The southern part of the Gold Coast, Broward County, has the region's most popular and amenities-laden beaches, which stretch for more than 23 miles. Most do not charge for access and all are well maintained. Here's a selection of some of the county's best, from south to north:

Hollywood Beach, stretching from Sheridan Street to Georgia Street, is a major attraction in the city of Hollywood, a virtual carnival of young hipsters, big families, and sunburned French Canadians who dodge bicyclers and skaters along the rows of tacky souvenir shops, T-shirt shops, game rooms, snack bars, beer stands, hotels, and miniature-golf courses. Hollywood Beach Broadwalk, modeled after Atlantic City's legendary boardwalk, is the town's popular beachfront pedestrian thoroughfare, a cement promenade that's 30 feet wide and stretches along the shoreline for 3 miles. A recent makeover added, among other things, a concrete bike path, a crushed-shell jogging path, new trash receptacles, and the relocation of beach showers to each street end (all of are them are accessible for people with disabilities). Popular with runners, skaters, and cruisers, the Broadwalk is also renowned as a hangout for thousands of retirement-age snowbirds who get together for frequent dances and shows at a faded outdoor amphitheater. Despite efforts to clear out a seedy element, the area remains a haven for drunks and scammers, so keep alert.

If you tire of the hectic diversity that defines Hollywood's Broadwalk, enjoy the natural beauty of the beach itself, which is wide and clean. There are lifeguards, showers, restroom facilities, and public areas for picnics and parties.

The Fort Lauderdale Beach Promenade, along the beach, underwent a $26-million renovation and looks fantastic. It's especially peaceful in the mornings, when there's just a smattering of joggers and walkers; but even at its most crowded on weekends, the expansive promenade provides room for everyone. Note, however, that the beach is hardly pristine; it is across the street from an uninterrupted stretch of hotels, bars, and retail outlets. Also nearby is a retail-and-dining megacomplex, Beach Place, in the throes of its own renovation that will add newer, hipper stores, bars, and restaurants, on Florida A1A, midway between Las Olas and Sunrise boulevards.
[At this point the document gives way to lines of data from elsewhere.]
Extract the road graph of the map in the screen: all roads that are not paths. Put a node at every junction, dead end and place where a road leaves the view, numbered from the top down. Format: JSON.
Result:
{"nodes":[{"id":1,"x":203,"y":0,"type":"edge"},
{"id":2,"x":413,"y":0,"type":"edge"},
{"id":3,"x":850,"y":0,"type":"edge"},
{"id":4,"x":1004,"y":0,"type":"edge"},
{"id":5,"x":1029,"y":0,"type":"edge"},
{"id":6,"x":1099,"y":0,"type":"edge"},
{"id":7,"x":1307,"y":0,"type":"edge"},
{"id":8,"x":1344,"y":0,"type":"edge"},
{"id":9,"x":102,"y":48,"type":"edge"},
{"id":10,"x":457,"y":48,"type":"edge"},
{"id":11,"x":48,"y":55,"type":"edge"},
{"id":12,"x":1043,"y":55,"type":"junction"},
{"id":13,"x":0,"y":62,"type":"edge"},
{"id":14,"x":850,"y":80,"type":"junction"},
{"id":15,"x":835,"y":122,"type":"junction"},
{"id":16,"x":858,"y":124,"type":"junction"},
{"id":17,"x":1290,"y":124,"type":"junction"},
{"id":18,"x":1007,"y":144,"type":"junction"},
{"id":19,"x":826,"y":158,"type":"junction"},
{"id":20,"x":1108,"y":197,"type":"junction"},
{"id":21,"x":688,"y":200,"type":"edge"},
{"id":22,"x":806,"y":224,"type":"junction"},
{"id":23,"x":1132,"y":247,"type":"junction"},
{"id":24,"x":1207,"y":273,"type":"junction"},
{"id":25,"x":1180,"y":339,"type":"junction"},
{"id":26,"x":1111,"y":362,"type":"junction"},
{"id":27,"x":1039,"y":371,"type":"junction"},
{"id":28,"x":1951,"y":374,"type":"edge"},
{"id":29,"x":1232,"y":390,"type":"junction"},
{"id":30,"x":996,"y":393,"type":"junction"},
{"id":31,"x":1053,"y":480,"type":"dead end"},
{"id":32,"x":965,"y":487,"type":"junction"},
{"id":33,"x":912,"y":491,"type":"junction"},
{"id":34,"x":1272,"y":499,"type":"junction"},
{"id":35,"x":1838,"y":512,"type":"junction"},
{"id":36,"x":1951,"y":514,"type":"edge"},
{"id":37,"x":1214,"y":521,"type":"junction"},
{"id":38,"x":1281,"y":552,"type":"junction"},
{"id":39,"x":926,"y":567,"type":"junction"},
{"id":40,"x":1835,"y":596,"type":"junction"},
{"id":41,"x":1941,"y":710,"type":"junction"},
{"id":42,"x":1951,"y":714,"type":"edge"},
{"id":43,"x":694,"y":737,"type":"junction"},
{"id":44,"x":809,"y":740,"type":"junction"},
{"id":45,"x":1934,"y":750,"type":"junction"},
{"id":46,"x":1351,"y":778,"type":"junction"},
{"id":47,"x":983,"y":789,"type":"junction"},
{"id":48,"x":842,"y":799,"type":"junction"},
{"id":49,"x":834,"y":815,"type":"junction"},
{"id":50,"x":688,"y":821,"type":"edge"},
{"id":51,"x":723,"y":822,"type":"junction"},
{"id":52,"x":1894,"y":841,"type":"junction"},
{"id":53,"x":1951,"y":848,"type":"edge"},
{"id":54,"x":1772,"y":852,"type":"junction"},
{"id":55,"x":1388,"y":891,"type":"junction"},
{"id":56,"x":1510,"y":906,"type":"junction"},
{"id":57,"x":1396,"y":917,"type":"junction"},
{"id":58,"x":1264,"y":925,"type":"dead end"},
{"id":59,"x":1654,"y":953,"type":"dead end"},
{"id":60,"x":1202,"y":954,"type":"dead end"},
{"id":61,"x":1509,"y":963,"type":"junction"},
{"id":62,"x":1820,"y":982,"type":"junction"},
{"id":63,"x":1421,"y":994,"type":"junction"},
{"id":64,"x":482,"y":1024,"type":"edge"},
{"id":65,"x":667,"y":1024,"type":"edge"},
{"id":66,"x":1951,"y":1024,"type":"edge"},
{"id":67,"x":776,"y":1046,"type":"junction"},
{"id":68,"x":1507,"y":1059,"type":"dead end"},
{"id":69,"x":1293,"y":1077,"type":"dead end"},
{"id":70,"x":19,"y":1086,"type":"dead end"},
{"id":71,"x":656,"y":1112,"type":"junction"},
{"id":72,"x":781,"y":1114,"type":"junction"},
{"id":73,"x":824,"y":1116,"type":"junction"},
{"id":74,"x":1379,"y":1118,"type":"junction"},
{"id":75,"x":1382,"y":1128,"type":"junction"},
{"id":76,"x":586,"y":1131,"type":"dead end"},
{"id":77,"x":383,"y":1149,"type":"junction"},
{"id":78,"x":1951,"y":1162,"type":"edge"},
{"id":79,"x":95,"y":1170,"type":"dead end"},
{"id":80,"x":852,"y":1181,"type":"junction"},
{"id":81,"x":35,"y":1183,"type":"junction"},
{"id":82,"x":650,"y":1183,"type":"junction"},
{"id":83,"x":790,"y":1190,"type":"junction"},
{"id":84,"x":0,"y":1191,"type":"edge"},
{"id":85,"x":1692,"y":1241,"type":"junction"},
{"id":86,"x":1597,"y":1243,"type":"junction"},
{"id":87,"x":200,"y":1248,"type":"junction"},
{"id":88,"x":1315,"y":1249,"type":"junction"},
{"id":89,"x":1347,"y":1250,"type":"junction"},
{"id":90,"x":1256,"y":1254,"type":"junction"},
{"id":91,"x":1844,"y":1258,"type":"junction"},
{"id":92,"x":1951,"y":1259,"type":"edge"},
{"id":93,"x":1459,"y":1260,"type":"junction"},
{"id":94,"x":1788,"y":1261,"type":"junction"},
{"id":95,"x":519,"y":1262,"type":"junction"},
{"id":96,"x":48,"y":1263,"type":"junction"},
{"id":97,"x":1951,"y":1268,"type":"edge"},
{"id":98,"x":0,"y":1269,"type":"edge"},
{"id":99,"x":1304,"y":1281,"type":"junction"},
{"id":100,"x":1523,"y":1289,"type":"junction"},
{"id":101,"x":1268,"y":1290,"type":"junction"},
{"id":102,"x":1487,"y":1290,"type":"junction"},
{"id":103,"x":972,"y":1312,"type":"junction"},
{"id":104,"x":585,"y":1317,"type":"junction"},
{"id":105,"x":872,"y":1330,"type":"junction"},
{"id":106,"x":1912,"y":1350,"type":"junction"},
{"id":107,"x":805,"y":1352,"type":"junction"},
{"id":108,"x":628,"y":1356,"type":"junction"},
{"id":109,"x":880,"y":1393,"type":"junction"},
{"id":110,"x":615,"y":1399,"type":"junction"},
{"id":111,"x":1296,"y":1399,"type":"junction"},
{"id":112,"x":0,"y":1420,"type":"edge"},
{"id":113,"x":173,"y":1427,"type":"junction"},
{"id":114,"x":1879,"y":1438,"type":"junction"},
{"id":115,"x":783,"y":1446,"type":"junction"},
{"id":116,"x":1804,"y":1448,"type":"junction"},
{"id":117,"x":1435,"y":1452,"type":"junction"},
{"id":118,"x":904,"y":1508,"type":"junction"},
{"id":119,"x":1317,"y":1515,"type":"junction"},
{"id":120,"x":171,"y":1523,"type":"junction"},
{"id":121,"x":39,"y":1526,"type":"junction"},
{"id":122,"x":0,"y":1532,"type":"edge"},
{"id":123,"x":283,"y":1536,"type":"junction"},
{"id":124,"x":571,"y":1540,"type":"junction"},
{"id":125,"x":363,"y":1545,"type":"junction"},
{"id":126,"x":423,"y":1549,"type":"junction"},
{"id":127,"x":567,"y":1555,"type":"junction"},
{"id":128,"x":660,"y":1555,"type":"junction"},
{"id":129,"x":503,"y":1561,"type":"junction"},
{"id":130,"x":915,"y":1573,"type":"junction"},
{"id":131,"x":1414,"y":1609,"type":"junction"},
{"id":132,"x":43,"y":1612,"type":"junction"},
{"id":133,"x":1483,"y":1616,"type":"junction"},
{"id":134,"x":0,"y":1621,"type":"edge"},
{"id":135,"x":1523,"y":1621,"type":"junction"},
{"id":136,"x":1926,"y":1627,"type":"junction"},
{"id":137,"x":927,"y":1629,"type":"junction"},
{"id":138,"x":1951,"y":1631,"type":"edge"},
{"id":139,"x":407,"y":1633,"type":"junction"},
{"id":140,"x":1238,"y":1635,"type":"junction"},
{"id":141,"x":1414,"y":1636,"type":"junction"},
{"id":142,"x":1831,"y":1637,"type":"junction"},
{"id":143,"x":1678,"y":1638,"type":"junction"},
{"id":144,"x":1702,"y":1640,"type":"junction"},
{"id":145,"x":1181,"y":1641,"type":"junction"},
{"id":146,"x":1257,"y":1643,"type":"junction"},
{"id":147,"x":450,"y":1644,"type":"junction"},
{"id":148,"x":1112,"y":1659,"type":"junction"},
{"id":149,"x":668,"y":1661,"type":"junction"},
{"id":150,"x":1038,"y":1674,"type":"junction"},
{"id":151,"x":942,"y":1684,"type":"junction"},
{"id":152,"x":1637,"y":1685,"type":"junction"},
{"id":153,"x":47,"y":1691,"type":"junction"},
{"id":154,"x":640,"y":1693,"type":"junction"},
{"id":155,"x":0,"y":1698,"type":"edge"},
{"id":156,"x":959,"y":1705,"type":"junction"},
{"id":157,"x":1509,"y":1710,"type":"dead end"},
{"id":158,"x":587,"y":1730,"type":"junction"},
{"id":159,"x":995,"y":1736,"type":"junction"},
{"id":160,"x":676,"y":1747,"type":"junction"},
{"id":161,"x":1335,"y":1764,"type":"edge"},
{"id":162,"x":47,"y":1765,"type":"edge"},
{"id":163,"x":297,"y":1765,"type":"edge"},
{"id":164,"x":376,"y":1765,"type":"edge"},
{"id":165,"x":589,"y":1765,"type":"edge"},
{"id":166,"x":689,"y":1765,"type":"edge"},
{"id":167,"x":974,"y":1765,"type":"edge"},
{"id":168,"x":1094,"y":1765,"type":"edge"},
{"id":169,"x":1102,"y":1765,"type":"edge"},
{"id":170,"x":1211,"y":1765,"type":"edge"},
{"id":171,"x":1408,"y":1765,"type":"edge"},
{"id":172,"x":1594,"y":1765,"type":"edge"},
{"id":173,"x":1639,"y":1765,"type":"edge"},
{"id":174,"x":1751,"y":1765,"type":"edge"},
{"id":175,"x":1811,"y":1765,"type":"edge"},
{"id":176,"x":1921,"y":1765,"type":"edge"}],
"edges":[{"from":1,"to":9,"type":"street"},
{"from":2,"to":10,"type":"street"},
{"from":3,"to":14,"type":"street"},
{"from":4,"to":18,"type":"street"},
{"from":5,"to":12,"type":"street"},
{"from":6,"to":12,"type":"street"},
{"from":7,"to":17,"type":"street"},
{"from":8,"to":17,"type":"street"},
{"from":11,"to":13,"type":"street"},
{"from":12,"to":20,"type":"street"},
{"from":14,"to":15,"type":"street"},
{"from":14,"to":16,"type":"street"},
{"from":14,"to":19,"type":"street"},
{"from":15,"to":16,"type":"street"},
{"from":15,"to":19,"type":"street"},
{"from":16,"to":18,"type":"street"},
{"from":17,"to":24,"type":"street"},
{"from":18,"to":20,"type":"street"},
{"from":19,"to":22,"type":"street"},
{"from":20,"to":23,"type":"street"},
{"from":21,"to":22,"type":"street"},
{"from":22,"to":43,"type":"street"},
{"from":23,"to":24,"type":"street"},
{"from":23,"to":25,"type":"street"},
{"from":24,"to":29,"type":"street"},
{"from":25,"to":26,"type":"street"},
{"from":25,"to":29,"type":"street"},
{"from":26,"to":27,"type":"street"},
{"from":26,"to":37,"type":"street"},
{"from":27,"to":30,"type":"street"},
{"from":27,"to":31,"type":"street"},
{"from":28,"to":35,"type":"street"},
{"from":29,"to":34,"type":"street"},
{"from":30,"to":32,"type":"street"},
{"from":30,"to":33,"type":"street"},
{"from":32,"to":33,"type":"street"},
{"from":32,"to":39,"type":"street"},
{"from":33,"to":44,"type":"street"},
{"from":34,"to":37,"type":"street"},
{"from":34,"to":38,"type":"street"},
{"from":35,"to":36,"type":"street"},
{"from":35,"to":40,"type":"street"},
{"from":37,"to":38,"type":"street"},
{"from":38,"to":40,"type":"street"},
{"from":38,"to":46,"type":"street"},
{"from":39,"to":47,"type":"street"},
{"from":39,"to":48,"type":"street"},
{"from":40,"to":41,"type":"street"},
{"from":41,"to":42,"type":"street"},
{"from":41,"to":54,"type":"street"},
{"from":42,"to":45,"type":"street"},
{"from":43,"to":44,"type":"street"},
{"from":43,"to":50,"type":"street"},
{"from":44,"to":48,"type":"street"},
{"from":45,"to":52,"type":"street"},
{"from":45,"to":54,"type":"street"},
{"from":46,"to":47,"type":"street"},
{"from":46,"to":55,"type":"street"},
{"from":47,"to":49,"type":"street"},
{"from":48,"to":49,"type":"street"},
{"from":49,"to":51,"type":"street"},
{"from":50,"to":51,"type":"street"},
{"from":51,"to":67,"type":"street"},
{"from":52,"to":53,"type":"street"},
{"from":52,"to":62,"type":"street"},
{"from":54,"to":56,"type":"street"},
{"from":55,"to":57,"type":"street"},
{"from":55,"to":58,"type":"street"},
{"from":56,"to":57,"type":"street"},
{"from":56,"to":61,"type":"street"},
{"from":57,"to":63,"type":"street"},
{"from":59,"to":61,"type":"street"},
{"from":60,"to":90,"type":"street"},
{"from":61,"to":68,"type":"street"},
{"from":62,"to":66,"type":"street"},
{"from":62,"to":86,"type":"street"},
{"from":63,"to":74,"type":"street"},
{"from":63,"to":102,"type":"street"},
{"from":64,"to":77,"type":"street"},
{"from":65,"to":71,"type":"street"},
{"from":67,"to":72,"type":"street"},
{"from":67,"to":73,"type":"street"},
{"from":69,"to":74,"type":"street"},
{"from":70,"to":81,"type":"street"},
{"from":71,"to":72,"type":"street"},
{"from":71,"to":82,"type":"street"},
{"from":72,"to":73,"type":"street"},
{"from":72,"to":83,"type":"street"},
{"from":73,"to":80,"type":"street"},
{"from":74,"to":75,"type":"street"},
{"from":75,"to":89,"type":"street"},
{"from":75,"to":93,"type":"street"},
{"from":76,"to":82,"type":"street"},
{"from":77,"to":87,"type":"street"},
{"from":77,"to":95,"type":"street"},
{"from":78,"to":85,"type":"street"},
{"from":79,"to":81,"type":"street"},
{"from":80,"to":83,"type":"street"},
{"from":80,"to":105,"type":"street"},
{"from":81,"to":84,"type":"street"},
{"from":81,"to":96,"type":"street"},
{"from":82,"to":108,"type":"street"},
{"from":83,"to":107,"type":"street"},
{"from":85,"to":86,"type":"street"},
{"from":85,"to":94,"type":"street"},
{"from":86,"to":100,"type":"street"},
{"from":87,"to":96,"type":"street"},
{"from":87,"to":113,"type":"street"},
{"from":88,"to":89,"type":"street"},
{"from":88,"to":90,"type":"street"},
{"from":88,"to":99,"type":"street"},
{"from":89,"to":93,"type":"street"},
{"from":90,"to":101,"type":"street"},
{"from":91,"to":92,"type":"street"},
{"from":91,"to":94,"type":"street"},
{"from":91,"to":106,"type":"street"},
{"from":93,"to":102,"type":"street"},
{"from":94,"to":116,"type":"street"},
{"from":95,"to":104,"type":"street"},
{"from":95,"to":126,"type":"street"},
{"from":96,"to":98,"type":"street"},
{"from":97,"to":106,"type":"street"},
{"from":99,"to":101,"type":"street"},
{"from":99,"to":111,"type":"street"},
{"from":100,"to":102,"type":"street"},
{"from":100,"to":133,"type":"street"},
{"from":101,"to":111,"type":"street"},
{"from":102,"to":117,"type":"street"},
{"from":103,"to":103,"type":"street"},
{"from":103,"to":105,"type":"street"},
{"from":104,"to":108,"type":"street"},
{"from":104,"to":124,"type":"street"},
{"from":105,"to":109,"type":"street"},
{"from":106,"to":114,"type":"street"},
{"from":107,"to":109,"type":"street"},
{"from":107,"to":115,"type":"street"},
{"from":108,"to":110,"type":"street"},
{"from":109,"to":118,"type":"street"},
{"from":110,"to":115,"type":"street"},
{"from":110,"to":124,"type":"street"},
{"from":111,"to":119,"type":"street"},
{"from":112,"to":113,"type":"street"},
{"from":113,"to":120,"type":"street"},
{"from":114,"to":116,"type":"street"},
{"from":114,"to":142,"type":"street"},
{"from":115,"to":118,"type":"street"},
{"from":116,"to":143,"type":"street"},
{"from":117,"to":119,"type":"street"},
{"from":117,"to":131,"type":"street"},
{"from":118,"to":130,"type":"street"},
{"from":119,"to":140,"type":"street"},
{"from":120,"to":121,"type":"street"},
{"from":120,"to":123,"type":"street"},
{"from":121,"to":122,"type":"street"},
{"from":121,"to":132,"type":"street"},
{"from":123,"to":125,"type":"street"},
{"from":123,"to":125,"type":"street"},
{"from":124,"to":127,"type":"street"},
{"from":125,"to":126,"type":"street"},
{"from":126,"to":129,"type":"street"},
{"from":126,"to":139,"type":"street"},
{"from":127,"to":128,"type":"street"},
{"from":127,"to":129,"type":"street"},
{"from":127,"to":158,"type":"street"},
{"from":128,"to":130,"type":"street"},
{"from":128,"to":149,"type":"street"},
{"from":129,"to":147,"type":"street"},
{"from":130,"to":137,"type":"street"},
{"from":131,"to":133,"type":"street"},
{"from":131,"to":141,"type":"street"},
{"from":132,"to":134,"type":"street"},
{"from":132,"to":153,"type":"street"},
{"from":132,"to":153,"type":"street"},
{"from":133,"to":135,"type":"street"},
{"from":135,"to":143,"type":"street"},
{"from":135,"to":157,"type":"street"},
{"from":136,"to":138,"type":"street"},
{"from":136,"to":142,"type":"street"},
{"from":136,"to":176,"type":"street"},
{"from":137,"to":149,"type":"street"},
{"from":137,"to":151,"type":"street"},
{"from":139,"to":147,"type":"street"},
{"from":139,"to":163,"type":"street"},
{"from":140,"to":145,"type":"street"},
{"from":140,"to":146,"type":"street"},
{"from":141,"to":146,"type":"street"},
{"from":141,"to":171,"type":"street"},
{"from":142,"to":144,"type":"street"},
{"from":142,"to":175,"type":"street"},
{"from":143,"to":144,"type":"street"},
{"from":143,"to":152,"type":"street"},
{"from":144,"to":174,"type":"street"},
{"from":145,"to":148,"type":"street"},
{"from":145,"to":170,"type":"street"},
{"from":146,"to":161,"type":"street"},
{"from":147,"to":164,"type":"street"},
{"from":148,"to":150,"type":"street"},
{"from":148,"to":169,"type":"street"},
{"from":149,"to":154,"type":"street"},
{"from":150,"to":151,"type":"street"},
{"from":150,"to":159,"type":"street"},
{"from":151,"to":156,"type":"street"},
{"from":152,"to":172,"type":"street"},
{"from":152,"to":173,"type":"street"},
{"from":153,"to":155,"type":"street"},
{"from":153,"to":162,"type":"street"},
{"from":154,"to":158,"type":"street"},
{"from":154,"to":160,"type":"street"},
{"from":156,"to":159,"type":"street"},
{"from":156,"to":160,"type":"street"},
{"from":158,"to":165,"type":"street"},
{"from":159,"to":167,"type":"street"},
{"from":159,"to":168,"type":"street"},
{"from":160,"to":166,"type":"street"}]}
On the sand just across the road, most days you'll find hard-core volleyball players who always welcome anyone with a good spike, and you'll find an inviting ocean for swimmers of any level. The unusually clear waters are under the careful watch of some of Florida's best-looking lifeguards. Freshen up afterward in the clean showers and restrooms conveniently located along the strip. Pets have been banned from most of the beach in order to maintain the impressive cleanliness; a designated area for pets exists away from the main sunbathing areas.

Especially on weekends, parking at the oceanside meters is nearly impossible. Try biking, skating, or hitching a ride on the water taxi instead. The strip is located on Florida A1A, between SE 17th Street and Sunrise Boulevard.

Dania Beach's John U. Lloyd Beach State Park, 6503 N. Ocean Dr., Dania (tel. 954/923-2833), consists of 251 acres of barrier island, situated between the Atlantic Ocean and the Intracoastal Waterway, from Port Everglades on the north to Dania on the south. Its natural setting contrasts sharply with the urban development of Fort Lauderdale. Lloyd Beach, one of Broward County's most important nesting beaches for sea turtles, produces some 10,000 hatchlings a year. The park's broad, flat beach is popular for both swimming and sunning. Self-guided nature trails are great for those too restless to sunbathe. Admission to the park is $6 per vehicle of two to eight people, $4 for single occupant, and $2 for pedestrians and bicyclists.

Note: This information was accurate when it was published, but can change without notice. Please be sure to confirm all rates and details directly with the companies in question before planning your trip.